「Vidar」マルウェアがマイクロソフトのヘルプファイル悪用
今回は「「Vidar」マルウェアがマイクロソフトのヘルプファイル悪用」についてご紹介します。
関連ワード (セキュリティ等) についても参考にしながら、ぜひ本記事について議論していってくださいね。
本記事は、ZDNet Japan様で掲載されている内容を参考にしておりますので、より詳しく内容を知りたい方は、ページ下の元記事リンクより参照ください。
マルウェア「Vidar」が、MicrosoftのHTMLヘルプファイルを悪用した新たなフィッシングキャンペーンで検出されている。
このスパイウェアは検出されるのを避けるために、「Microsoft Compiled HTML Help」(CHM)ファイルの中に隠れているという。Trustwaveの研究者Diana Lopera氏が米国時間3月24日にブログで明らかにした。
Vidarは、サイバー犯罪者から購入できるWindows向けのスパイウェアで、情報を盗み取ることができる。例えば、OSとユーザーデータ、オンラインサービスや暗号資産(仮想通貨)のアカウント情報、クレジットカード情報などを取得できる。
スパムやフィッシングキャンペーンを通じて展開されるのが一般的だが、研究者らはこれまでに、C++で書かれたこのマルウェアが、ペイパーインストール(pay-per-install)型の「PrivateLoader」や、エクスプロイトキットの「Fallout」を通じて配布されていることも確認した。
Trustwaveによると、Vidarを拡散しているメールキャンペーンの手口は洗練されているとは言い難い。電子メールは一般的な件名で送られ、「request.doc」ファイルが添付されている。これは、実際にはISOディスクイメージファイルだ。
このISOには、Microsoft Compiled HTML Help(CHM)ファイル(pss10r.chm)と、実行ファイル(app.exe)の2つが含まれている。

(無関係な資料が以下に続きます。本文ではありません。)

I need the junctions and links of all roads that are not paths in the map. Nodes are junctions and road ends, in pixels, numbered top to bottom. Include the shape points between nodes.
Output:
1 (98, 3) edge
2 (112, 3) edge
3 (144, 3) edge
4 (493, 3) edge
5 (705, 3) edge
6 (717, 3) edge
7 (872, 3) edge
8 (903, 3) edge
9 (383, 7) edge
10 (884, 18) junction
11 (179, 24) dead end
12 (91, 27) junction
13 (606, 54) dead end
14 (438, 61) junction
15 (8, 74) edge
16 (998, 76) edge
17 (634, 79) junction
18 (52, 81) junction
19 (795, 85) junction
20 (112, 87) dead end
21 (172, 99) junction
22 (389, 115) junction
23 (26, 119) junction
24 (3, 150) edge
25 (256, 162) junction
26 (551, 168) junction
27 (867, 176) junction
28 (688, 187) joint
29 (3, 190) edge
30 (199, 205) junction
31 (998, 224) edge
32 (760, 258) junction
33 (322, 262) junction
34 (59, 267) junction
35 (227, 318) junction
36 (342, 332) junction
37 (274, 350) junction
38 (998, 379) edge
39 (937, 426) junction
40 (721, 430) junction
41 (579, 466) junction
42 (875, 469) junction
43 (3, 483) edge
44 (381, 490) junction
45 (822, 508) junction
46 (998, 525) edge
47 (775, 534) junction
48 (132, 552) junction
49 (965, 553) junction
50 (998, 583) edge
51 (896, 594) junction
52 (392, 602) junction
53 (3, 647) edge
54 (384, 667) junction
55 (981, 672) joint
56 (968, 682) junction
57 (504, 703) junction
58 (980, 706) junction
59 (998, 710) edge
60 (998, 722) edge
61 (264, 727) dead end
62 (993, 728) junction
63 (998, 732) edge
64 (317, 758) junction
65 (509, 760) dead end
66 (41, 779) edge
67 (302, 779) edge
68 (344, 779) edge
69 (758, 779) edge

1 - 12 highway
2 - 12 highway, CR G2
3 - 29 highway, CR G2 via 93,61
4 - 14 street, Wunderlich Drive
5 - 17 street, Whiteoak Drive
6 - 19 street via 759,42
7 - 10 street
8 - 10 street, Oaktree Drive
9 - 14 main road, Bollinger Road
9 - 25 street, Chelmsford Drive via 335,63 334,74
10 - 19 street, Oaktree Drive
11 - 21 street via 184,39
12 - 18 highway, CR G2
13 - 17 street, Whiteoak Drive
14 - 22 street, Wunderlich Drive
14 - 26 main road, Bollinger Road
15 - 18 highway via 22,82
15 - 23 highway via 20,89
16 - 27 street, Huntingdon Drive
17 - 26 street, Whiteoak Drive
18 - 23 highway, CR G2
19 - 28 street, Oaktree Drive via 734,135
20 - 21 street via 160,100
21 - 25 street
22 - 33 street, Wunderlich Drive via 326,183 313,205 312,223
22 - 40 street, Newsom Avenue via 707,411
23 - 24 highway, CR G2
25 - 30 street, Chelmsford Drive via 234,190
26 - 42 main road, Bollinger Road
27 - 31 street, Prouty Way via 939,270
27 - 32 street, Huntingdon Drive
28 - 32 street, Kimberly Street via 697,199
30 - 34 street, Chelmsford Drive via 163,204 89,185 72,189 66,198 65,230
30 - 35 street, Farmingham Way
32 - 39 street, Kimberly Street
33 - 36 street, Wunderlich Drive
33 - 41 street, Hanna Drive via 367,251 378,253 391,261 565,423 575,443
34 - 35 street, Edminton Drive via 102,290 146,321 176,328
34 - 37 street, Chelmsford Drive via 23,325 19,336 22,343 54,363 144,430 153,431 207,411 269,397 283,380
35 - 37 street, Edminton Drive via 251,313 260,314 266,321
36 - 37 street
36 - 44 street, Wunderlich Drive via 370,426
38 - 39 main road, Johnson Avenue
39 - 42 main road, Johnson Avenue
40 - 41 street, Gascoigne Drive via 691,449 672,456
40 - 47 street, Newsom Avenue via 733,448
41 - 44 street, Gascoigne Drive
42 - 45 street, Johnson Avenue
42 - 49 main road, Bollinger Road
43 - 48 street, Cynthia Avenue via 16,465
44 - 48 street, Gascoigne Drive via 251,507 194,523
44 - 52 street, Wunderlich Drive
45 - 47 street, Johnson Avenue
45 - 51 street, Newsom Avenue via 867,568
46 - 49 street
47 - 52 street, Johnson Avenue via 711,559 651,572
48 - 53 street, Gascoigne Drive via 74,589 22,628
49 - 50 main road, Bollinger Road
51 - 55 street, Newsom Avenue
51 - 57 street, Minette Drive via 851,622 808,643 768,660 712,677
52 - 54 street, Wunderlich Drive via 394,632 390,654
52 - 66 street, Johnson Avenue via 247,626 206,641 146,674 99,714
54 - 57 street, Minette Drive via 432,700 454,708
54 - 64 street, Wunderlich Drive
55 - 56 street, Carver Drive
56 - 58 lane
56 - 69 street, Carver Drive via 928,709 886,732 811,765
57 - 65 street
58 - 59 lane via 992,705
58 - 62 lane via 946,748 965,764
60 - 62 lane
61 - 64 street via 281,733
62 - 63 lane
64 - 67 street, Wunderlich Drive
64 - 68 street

CHMは、Microsoftのオンラインヘルプファイルの形式だ。ドキュメントやヘルプファイルにアクセスできる。この圧縮されたHTMLフォーマットにはテキスト、画像、表、リンクなどが入っている。実行されれば、「Microsoft Help Viewer」(hh.exe)が主要なCHMオブジェクトを読み込む。
悪意のあるCHMファイルが展開されると、JavaScriptスニペットが隠密にapp.exeを実行する。両方のファイルが同じディレクトリーに配置されていなければならないが、これによりVidarペイロードが実行される可能性がある。
Trustwaveのチームが入手したVidarのサンプルは、マルチプラットフォームに対応したオープンソースSNS「Mastodon」を介して、コマンド&コントロール(C2)サーバーに接続した。そして特定のプロフィールを検索し、ユーザーのプロフィールセクションからC2アドレスを入手している。
その後、マルウェアは自身の構成を設定し、ユーザーデータの取得に取り掛かかれるようになる。Vidarは、さらなるマルウェアのペイロードをダウンロードし、実行することも確認されたという。